Jinki hyung tampak berpikir dalam diam, lalu ia memandangku dengan tatapan yang sangaaaatt hangat dan lembut, “Ya, Taemin ahh… apakah ada orang lain di hatimu?” tebak Jinki hyung dan, sangat tepat.
Aku tidak mau berbohong, tapi aku juga tidak mempunyai keberanian untuk jujur, “Ya…dan tidak.” Jawabku akhirnya.
Jinki hyung menaikkan alisnya menatapku penuh tanya, “Maksudmu?”

“Ya, aku menyukai seseorang…tapi aku sendiri tidak yakin apa orang itu juga menyukaiku.” Jawabku, seiring air mataku yang mulai menetes lagi. Terekam gambaran-gambaran kebersamaan Minho dengan Tiffanny.
Jinki hyung tersenyum dan mengelus kepalaku lalu menepuk bahuku, memberi semangat(?) 

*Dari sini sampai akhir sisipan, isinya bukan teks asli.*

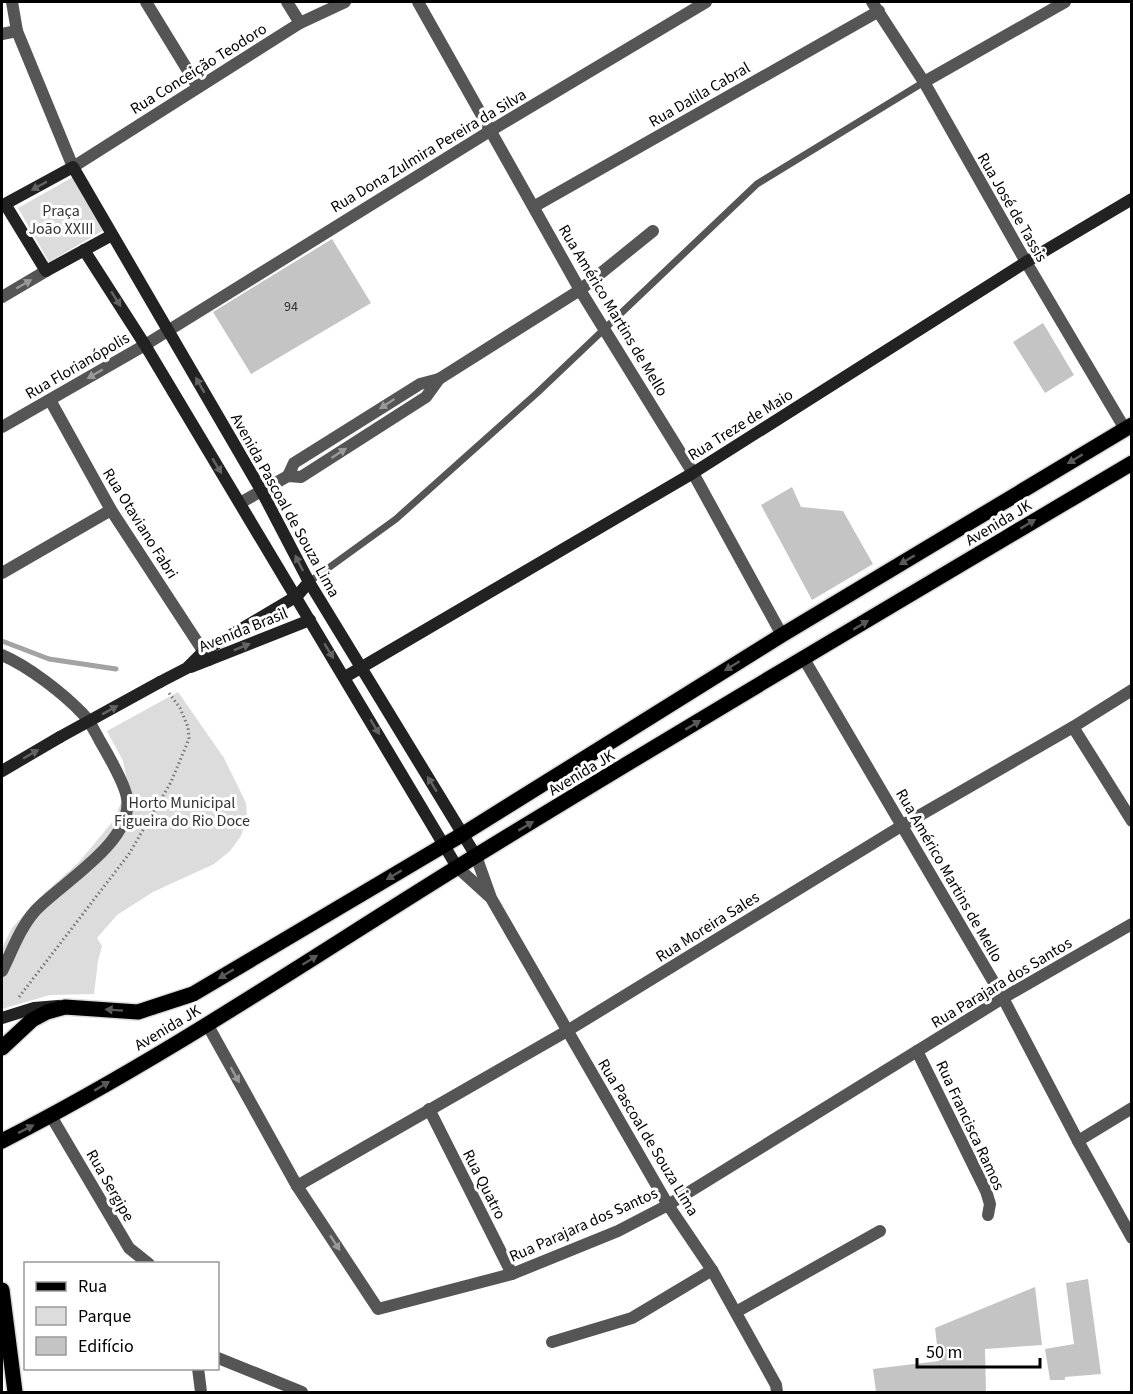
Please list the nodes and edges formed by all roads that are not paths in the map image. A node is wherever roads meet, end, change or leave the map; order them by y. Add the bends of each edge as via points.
1 (12, 2) edge
2 (146, 2) edge
3 (286, 2) edge
4 (345, 2) edge
5 (418, 2) edge
6 (706, 2) edge
7 (1065, 2) edge
8 (876, 6) edge
9 (300, 23) junction
10 (17, 31) junction
11 (2, 34) edge
12 (924, 82) junction
13 (198, 87) junction
14 (490, 131) junction
15 (73, 167) junction
16 (1131, 199) edge
17 (3, 205) edge
18 (535, 206) junction
19 (653, 231) dead end
20 (112, 235) junction
21 (84, 250) junction
22 (1026, 262) junction
23 (46, 271) junction
24 (580, 290) junction
25 (2, 297) edge
26 (604, 327) junction
27 (168, 329) junction
28 (145, 345) junction
29 (50, 400) junction
30 (2, 427) edge
31 (1128, 427) edge
32 (1131, 463) edge
33 (693, 474) junction
34 (261, 490) junction
35 (240, 503) junction
36 (111, 510) junction
37 (2, 573) edge
38 (309, 582) junction
39 (297, 596) junction
40 (310, 620) junction
41 (782, 635) junction
42 (2, 655) edge
43 (207, 656) junction
44 (804, 659) junction
45 (360, 668) junction
46 (345, 677) junction
47 (1131, 690) edge
48 (1073, 727) junction
49 (2, 771) edge
50 (1131, 821) edge
51 (903, 825) junction
52 (463, 834) junction
53 (444, 845) junction
54 (476, 856) junction
55 (457, 867) junction
56 (491, 898) junction
57 (1131, 924) edge
58 (2, 971) edge
59 (1003, 998) junction
60 (65, 1007) junction
61 (2, 1018) edge
62 (207, 1024) junction
63 (567, 1031) junction
64 (2, 1048) edge
65 (917, 1051) junction
66 (1131, 1108) edge
67 (429, 1109) junction
68 (51, 1116) junction
69 (2, 1141) edge
70 (1078, 1142) junction
71 (297, 1186) junction
72 (668, 1205) junction
73 (988, 1215) dead end
74 (880, 1231) dead end
75 (1131, 1238) edge
76 (148, 1262) edge
77 (712, 1270) junction
78 (512, 1275) junction
79 (2, 1290) edge
80 (736, 1312) junction
81 (552, 1342) dead end
82 (219, 1358) edge
83 (198, 1370) edge
84 (15, 1392) edge
85 (201, 1392) edge
86 (302, 1392) edge
87 (777, 1392) edge

1 - 10 street
2 - 13 street
3 - 9 street
4 - 9 street, Rua Conceição Teodoro
5 - 14 street, Rua Américo Martins de Mello
6 - 14 street, Rua Dona Zulmira Pereira da Silva
7 - 12 street
8 - 12 street, Rua José de Tassis
8 - 18 street, Rua Dalila Cabral
9 - 13 street, Rua Conceição Teodoro
10 - 11 street
10 - 15 street
12 - 22 street, Rua José de Tassis
12 - 26 lane via 757,184
13 - 15 street, Rua Conceição Teodoro
14 - 18 street, Rua Américo Martins de Mello
14 - 27 street, Rua Dona Zulmira Pereira da Silva
15 -> 17 street
15 - 20 street, Avenida Pascoal de Souza Lima
16 - 22 street, Rua Treze de Maio
17 - 23 street
18 - 24 street, Rua Américo Martins de Mello
19 - 24 street
20 - 21 street
20 - 27 street, Avenida Pascoal de Souza Lima
21 - 23 street
21 -> 28 street
22 - 31 street, Rua José de Tassis
22 - 33 street, Rua Treze de Maio
25 -> 23 street
24 - 26 street, Rua Américo Martins de Mello
24 - 34 street via 439,379 426,398 302,477 288,476
26 - 33 street, Rua Américo Martins de Mello
26 - 38 lane via 537,393 396,519
27 - 28 street, Rua Florianópolis
34 -> 27 street, Avenida Pascoal de Souza Lima
28 -> 29 street, Rua Florianópolis
28 -> 35 street
29 - 30 street, Rua Florianópolis
29 - 36 street, Rua Otaviano Fabri
31 -> 41 main road, Avenida JK
44 -> 32 main road, Avenida JK
33 - 41 street, Rua Américo Martins de Mello
33 - 45 street, Rua Treze de Maio
34 - 35 street
38 -> 34 street, Avenida Pascoal de Souza Lima
35 - 39 street
36 - 37 street
36 - 43 street, Rua Otaviano Fabri
38 - 39 street
38 - 45 street, Avenida Pascoal de Souza Lima
39 - 40 street
39 - 43 street
43 -> 40 street, Avenida Brasil
40 -> 46 street
41 -> 52 main road, Avenida JK
42 - 58 street via 60,692 84,715 106,750 128,798 126,817 102,854 33,913
49 -> 43 street, bridge
44 - 51 street, Rua Américo Martins de Mello
54 -> 44 main road, Avenida JK
45 - 46 street, Rua Treze de Maio
52 -> 45 street, Avenida Pascoal de Souza Lima
46 -> 53 street
47 - 48 street, Rua Moreira Sales
48 - 50 street
48 - 51 street, Rua Moreira Sales
51 - 59 street, Rua Américo Martins de Mello
51 - 63 street, Rua Moreira Sales
52 - 53 main road, Avenida JK
52 - 54 street, Avenida Pascoal de Souza Lima
53 - 55 street
53 -> 60 main road, Avenida JK via 193,994 138,1012
54 - 55 main road, Avenida JK
54 - 56 street, Rua Pascoal de Souza Lima
55 - 56 street, Rua Pascoal de Souza Lima
62 -> 55 main road, Avenida JK
56 - 63 street, Rua Pascoal de Souza Lima
57 - 59 street, Rua Parajara dos Santos
59 - 65 street, Rua Parajara dos Santos
59 - 70 street, Rua Américo Martins de Mello
60 - 61 street via 34,1008
60 - 64 main road via 32,1020
68 -> 62 main road, Avenida JK
62 -> 71 street, Rua Parajara dos Santos
63 - 67 street, Rua Moreira Sales
63 - 72 street, Rua Pascoal de Souza Lima
65 - 72 street, Rua Parajara dos Santos
65 - 73 street, Rua Francisca Ramos via 986,1191
66 - 70 street
67 - 71 street, Rua Moreira Sales
67 - 78 street, Rua Quatro
69 -> 68 main road, Avenida JK
68 - 76 street, Rua Sergipe via 129,1248
70 - 75 street, Rua Américo Martins de Mello
71 -> 78 street, Rua Parajara dos Santos via 378,1309
72 - 77 street, Rua Pascoal de Souza Lima
72 - 78 street, Rua Parajara dos Santos via 618,1231
74 - 80 street
77 - 80 street, Rua Pascoal de Souza Lima
77 - 81 street via 632,1318
79 - 84 main road
80 - 87 street, Rua Pascoal de Souza Lima
82 - 86 street
83 - 85 street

“Taemin,, aku tidak marah kau tolak. Alasanmu sangat masuk akal, dan ya…kau akan tetap menjadi teman dan juga adikku yang manis. Selamanya.” Jinki hyung menggenggam tanganku dan menaruh bungkusan coklatnya di tanganku.
Aku juga mengambil coklatku dan melakukan hal yang sama, menaruh di tangannya.
Jinki hyung tersenyum, “Ini coklat persahabatan.”
Aku ikut tersenyum mendengarnya, dan mengangguk senang, “Ya. Coklat persahabatan!” ulangku.

Brak!

Pintu terbuka, dan Minho berdiri terpaku memandang kami bergantian.

Author POV
“Minho!” panggil Taemin terkejut.
Minho berbalik pergi tidak menghiraukan panggilan Taemin. Ia terus berlari menuju lapangan sepak bola.

“Jadilah sahabatku.” Jinki memegang pundak Taemin dan mengedipkan matanya sebelah lalu tersenyum pergi.
Taemin hanya bisa mengangguk. Memandang punggung tegap milik Jinki yang perlahan menghilang di balik pintu.

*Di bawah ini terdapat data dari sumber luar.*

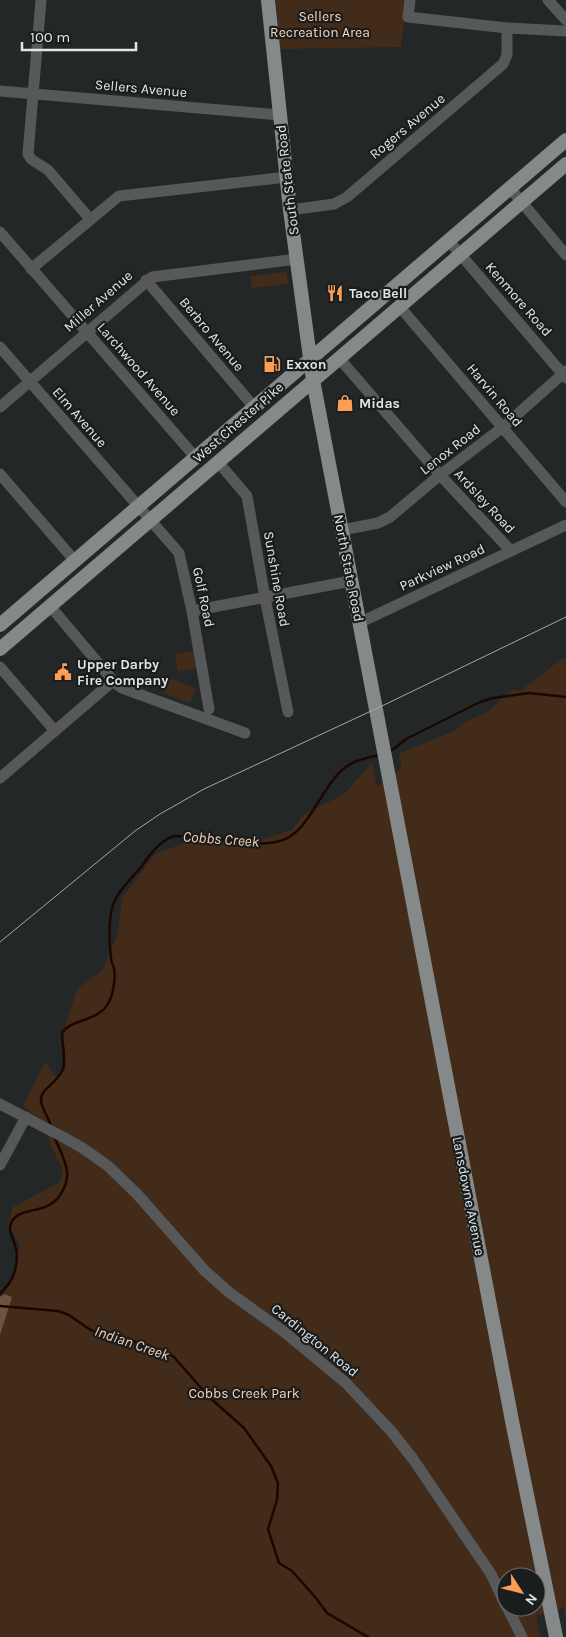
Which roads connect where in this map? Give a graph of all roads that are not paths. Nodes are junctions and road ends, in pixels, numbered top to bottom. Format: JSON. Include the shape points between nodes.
{"nodes":[{"id":1,"x":41,"y":0,"type":"edge"},
{"id":2,"x":268,"y":0,"type":"edge"},
{"id":3,"x":410,"y":0,"type":"edge"},
{"id":4,"x":548,"y":0,"type":"edge"},
{"id":5,"x":566,"y":20,"type":"edge"},
{"id":6,"x":507,"y":28,"type":"junction"},
{"id":7,"x":566,"y":31,"type":"edge"},
{"id":8,"x":0,"y":91,"type":"edge"},
{"id":9,"x":32,"y":94,"type":"junction"},
{"id":10,"x":280,"y":115,"type":"junction"},
{"id":11,"x":566,"y":140,"type":"edge"},
{"id":12,"x":566,"y":164,"type":"edge"},
{"id":13,"x":287,"y":176,"type":"junction"},
{"id":14,"x":510,"y":188,"type":"junction"},
{"id":15,"x":522,"y":202,"type":"junction"},
{"id":16,"x":290,"y":210,"type":"junction"},
{"id":17,"x":90,"y":219,"type":"junction"},
{"id":18,"x":0,"y":232,"type":"edge"},
{"id":19,"x":449,"y":241,"type":"junction"},
{"id":20,"x":566,"y":254,"type":"edge"},
{"id":21,"x":461,"y":255,"type":"junction"},
{"id":22,"x":297,"y":259,"type":"junction"},
{"id":23,"x":31,"y":269,"type":"junction"},
{"id":24,"x":146,"y":280,"type":"junction"},
{"id":25,"x":400,"y":307,"type":"junction"},
{"id":26,"x":86,"y":331,"type":"junction"},
{"id":27,"x":0,"y":347,"type":"edge"},
{"id":28,"x":339,"y":358,"type":"junction"},
{"id":29,"x":310,"y":360,"type":"junction"},
{"id":30,"x":565,"y":374,"type":"edge"},
{"id":31,"x":29,"y":380,"type":"junction"},
{"id":32,"x":313,"y":380,"type":"junction"},
{"id":33,"x":0,"y":407,"type":"edge"},
{"id":34,"x":254,"y":407,"type":"junction"},
{"id":35,"x":503,"y":427,"type":"junction"},
{"id":36,"x":196,"y":458,"type":"junction"},
{"id":37,"x":218,"y":462,"type":"junction"},
{"id":38,"x":0,"y":474,"type":"edge"},
{"id":39,"x":440,"y":475,"type":"junction"},
{"id":40,"x":566,"y":502,"type":"edge"},
{"id":41,"x":138,"y":507,"type":"junction"},
{"id":42,"x":150,"y":520,"type":"junction"},
{"id":43,"x":566,"y":525,"type":"edge"},
{"id":44,"x":342,"y":530,"type":"junction"},
{"id":45,"x":510,"y":551,"type":"junction"},
{"id":46,"x":75,"y":561,"type":"junction"},
{"id":47,"x":351,"y":581,"type":"junction"},
{"id":48,"x":264,"y":598,"type":"junction"},
{"id":49,"x":50,"y":606,"type":"junction"},
{"id":50,"x":192,"y":611,"type":"junction"},
{"id":51,"x":14,"y":613,"type":"junction"},
{"id":52,"x":359,"y":623,"type":"junction"},
{"id":53,"x":0,"y":625,"type":"edge"},
{"id":54,"x":26,"y":627,"type":"junction"},
{"id":55,"x":0,"y":649,"type":"edge"},
{"id":56,"x":0,"y":667,"type":"edge"},
{"id":57,"x":113,"y":681,"type":"junction"},
{"id":58,"x":208,"y":709,"type":"dead end"},
{"id":59,"x":288,"y":712,"type":"dead end"},
{"id":60,"x":55,"y":731,"type":"junction"},
{"id":61,"x":245,"y":733,"type":"dead end"},
{"id":62,"x":385,"y":754,"type":"joint"},
{"id":63,"x":3,"y":771,"type":"edge"},
{"id":64,"x":0,"y":1104,"type":"edge"},
{"id":65,"x":31,"y":1119,"type":"junction"},
{"id":66,"x":0,"y":1165,"type":"edge"},
{"id":67,"x":496,"y":1585,"type":"edge"},
{"id":68,"x":512,"y":1617,"type":"edge"},
{"id":69,"x":522,"y":1637,"type":"edge"},
{"id":70,"x":556,"y":1637,"type":"edge"}],
"edges":[{"from":1,"to":9,"type":"street"},
{"from":2,"to":10,"type":"main road","name":"South State Road"},
{"from":3,"to":6,"type":"street","via":[[408,17]]},
{"from":4,"to":5,"type":"street"},
{"from":6,"to":7,"type":"street"},
{"from":6,"to":16,"type":"street","name":"Rogers Avenue","via":[[507,55],[503,64],[344,200]]},
{"from":8,"to":9,"type":"street","name":"Sellers Avenue"},
{"from":9,"to":10,"type":"street","name":"Sellers Avenue"},
{"from":9,"to":17,"type":"street","via":[[28,154],[31,160],[48,170]]},
{"from":10,"to":13,"type":"main road","name":"South State Road"},
{"from":11,"to":14,"type":"main road","name":"West Chester Pike"},
{"from":12,"to":15,"type":"main road","name":"West Chester Pike"},
{"from":13,"to":16,"type":"main road","name":"South State Road"},
{"from":13,"to":17,"type":"street","via":[[119,196]]},
{"from":14,"to":15,"type":"street"},
{"from":14,"to":19,"type":"main road","name":"West Chester Pike"},
{"from":15,"to":20,"type":"street"},
{"from":15,"to":21,"type":"main road","name":"West Chester Pike"},
{"from":16,"to":22,"type":"main road","name":"South State Road"},
{"from":17,"to":23,"type":"street"},
{"from":18,"to":23,"type":"street","name":"Larchwood Avenue"},
{"from":19,"to":21,"type":"street","name":"Kenmore Road"},
{"from":19,"to":29,"type":"main road","name":"West Chester Pike"},
{"from":21,"to":25,"type":"main road","name":"West Chester Pike"},
{"from":21,"to":30,"type":"street","name":"Kenmore Road"},
{"from":22,"to":24,"type":"street","name":"Miller Avenue","via":[[158,275]]},
{"from":22,"to":29,"type":"main road","name":"South State Road"},
{"from":23,"to":26,"type":"street","name":"Larchwood Avenue"},
{"from":24,"to":26,"type":"street","name":"Miller Avenue"},
{"from":24,"to":34,"type":"street","name":"Berbro Avenue"},
{"from":25,"to":28,"type":"main road","name":"West Chester Pike"},
{"from":25,"to":35,"type":"street","name":"Harvin Road"},
{"from":26,"to":31,"type":"street","name":"Miller Avenue"},
{"from":26,"to":36,"type":"street","name":"Larchwood Avenue"},
{"from":27,"to":31,"type":"street","name":"Elm Avenue"},
{"from":28,"to":32,"type":"main road","name":"West Chester Pike"},
{"from":28,"to":39,"type":"street","name":"Ardsley Road"},
{"from":29,"to":32,"type":"main road","name":"North State Road"},
{"from":29,"to":34,"type":"main road","name":"West Chester Pike"},
{"from":30,"to":35,"type":"street","name":"Lenox Road"},
{"from":31,"to":33,"type":"street","name":"Miller Avenue"},
{"from":31,"to":41,"type":"street","name":"Elm Avenue"},
{"from":32,"to":37,"type":"main road","name":"West Chester Pike"},
{"from":32,"to":44,"type":"main road","name":"North State Road"},
{"from":34,"to":36,"type":"main road","name":"West Chester Pike"},
{"from":35,"to":39,"type":"street","name":"Lenox Road"},
{"from":35,"to":40,"type":"street","name":"Harvin Road"},
{"from":36,"to":41,"type":"main road","name":"West Chester Pike"},
{"from":37,"to":42,"type":"main road","name":"West Chester Pike"},
{"from":37,"to":48,"type":"street","name":"Sunshine Road","via":[[247,496]]},
{"from":38,"to":46,"type":"street"},
{"from":39,"to":44,"type":"street","name":"Lenox Road","via":[[390,517],[378,523]]},
{"from":39,"to":45,"type":"street","name":"Ardsley Road"},
{"from":41,"to":42,"type":"street","name":"Golf Road"},
{"from":41,"to":46,"type":"main road","name":"West Chester Pike"},
{"from":42,"to":49,"type":"main road","name":"West Chester Pike"},
{"from":42,"to":50,"type":"street","name":"Golf Road","via":[[178,554]]},
{"from":43,"to":45,"type":"street","name":"Parkview Road"},
{"from":44,"to":47,"type":"main road","name":"North State Road"},
{"from":45,"to":52,"type":"street","name":"Parkview Road"},
{"from":46,"to":51,"type":"main road","name":"West Chester Pike"},
{"from":47,"to":48,"type":"street"},
{"from":47,"to":52,"type":"main road","name":"North State Road"},
{"from":48,"to":50,"type":"street"},
{"from":48,"to":59,"type":"street","name":"Sunshine Road"},
{"from":49,"to":54,"type":"main road","name":"West Chester Pike"},
{"from":49,"to":57,"type":"street"},
{"from":50,"to":58,"type":"street","name":"Golf Road"},
{"from":51,"to":53,"type":"main road","name":"West Chester Pike"},
{"from":51,"to":54,"type":"main road"},
{"from":52,"to":62,"type":"main road","name":"North State Road"},
{"from":54,"to":55,"type":"main road","name":"West Chester Pike"},
{"from":56,"to":60,"type":"street"},
{"from":57,"to":60,"type":"street"},
{"from":57,"to":61,"type":"street","via":[[122,688]]},
{"from":60,"to":63,"type":"street"},
{"from":62,"to":70,"type":"main road","name":"Lansdowne Avenue"},
{"from":64,"to":65,"type":"street","name":"Cardington Road"},
{"from":65,"to":66,"type":"street"},
{"from":65,"to":67,"type":"street","name":"Cardington Road","via":[[108,1166],[205,1271],[346,1383],[413,1459]]},
{"from":68,"to":69,"type":"street","name":"Cardington Road"}]}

“Sampai jumpa….” Bisik Taemin pelan. Ia menunduk menahan tangis. Matanya terasa panas, 
karena ia merasa menjadi orang yang sangat jahat karena telah menyakiti Jinki.
Di luar salju lembut mulai turun. Taemin melihat ada seseorang yang berlari mengelilingi lapangan. Tidak begitu jelas karena salju yang seperti kapas mulai menempel di jendela.
Tetapi Taemin yakin, yang ia lihat itu… Minho. Yah, tidak salah lagi.
Dua putaran,
Tiga putaran,
Lima putaran,
Apa maksud namja itu, eoh?
Taemin menjadi cemas. Apa yang terjadi pada Minho? Di putaran keenam, namja tampan itu kehabisan nafas. Dia berdiri sambil memegang bola dan mengatur nafasnya. Ia memandang ke depan, tatapannya yang tajam tertuju pada gawang yang kosong tanpa penjaga.
Taemin terus memperhatikan Minho dari balik jendela dengan penuh tanya dan juga…kagum. Taemin mengagumi betapa tampannya wajah yang dimiliki namja bernama Choi Minho itu.
Minho melempar bolanya ke udara, dan sebelum menganai tanah, ia menendangnya kuat-kuat. Lurus menuju gawang. Jaring gawang bergoyang, dan tiangnya bergetar hebat karena tendangan keras dari Minho.
Namja itu kemudian membungkuk memegangi kedua lututnya. Rambut, bahu dan wajahnya penuh dengan salju.
Taemin yang melihat dari dalam ruangan menjadi sangat khawatir, kemudian dengan cepat berlari keluar untuk menghampiri Minho. Di lorong, terdapat tas besar Minho yang tergeletak begitu saja. Mungkin dia tadi melemparnya saat hendak lari ke lapangan.
Matahari senja mulai bersinar kemerahan.
Taemin mengangkat tas itu, dan membawanya kembali ke dalam ruangan. Lalu mencari handuk bersih, dan bergegas menemui Minho. Tetapi begitu ia berbalik, ia melihat Minho tengah berdiri lunglai di depan pintu. Rambut dan bajunya basah penuh salju, matanya sendu menatap Taemin.

“Mi-…Minho….kau kenapa?”
Minho diam saja terus memandang Taemin dengan tatapan….terluka?
Taemin melangkah mendekat dan menaruh handuk yang ia pegang ke kepala Minho. Minho bergumam terima kasih, dan serpihan salju berjatuhan ke lantai.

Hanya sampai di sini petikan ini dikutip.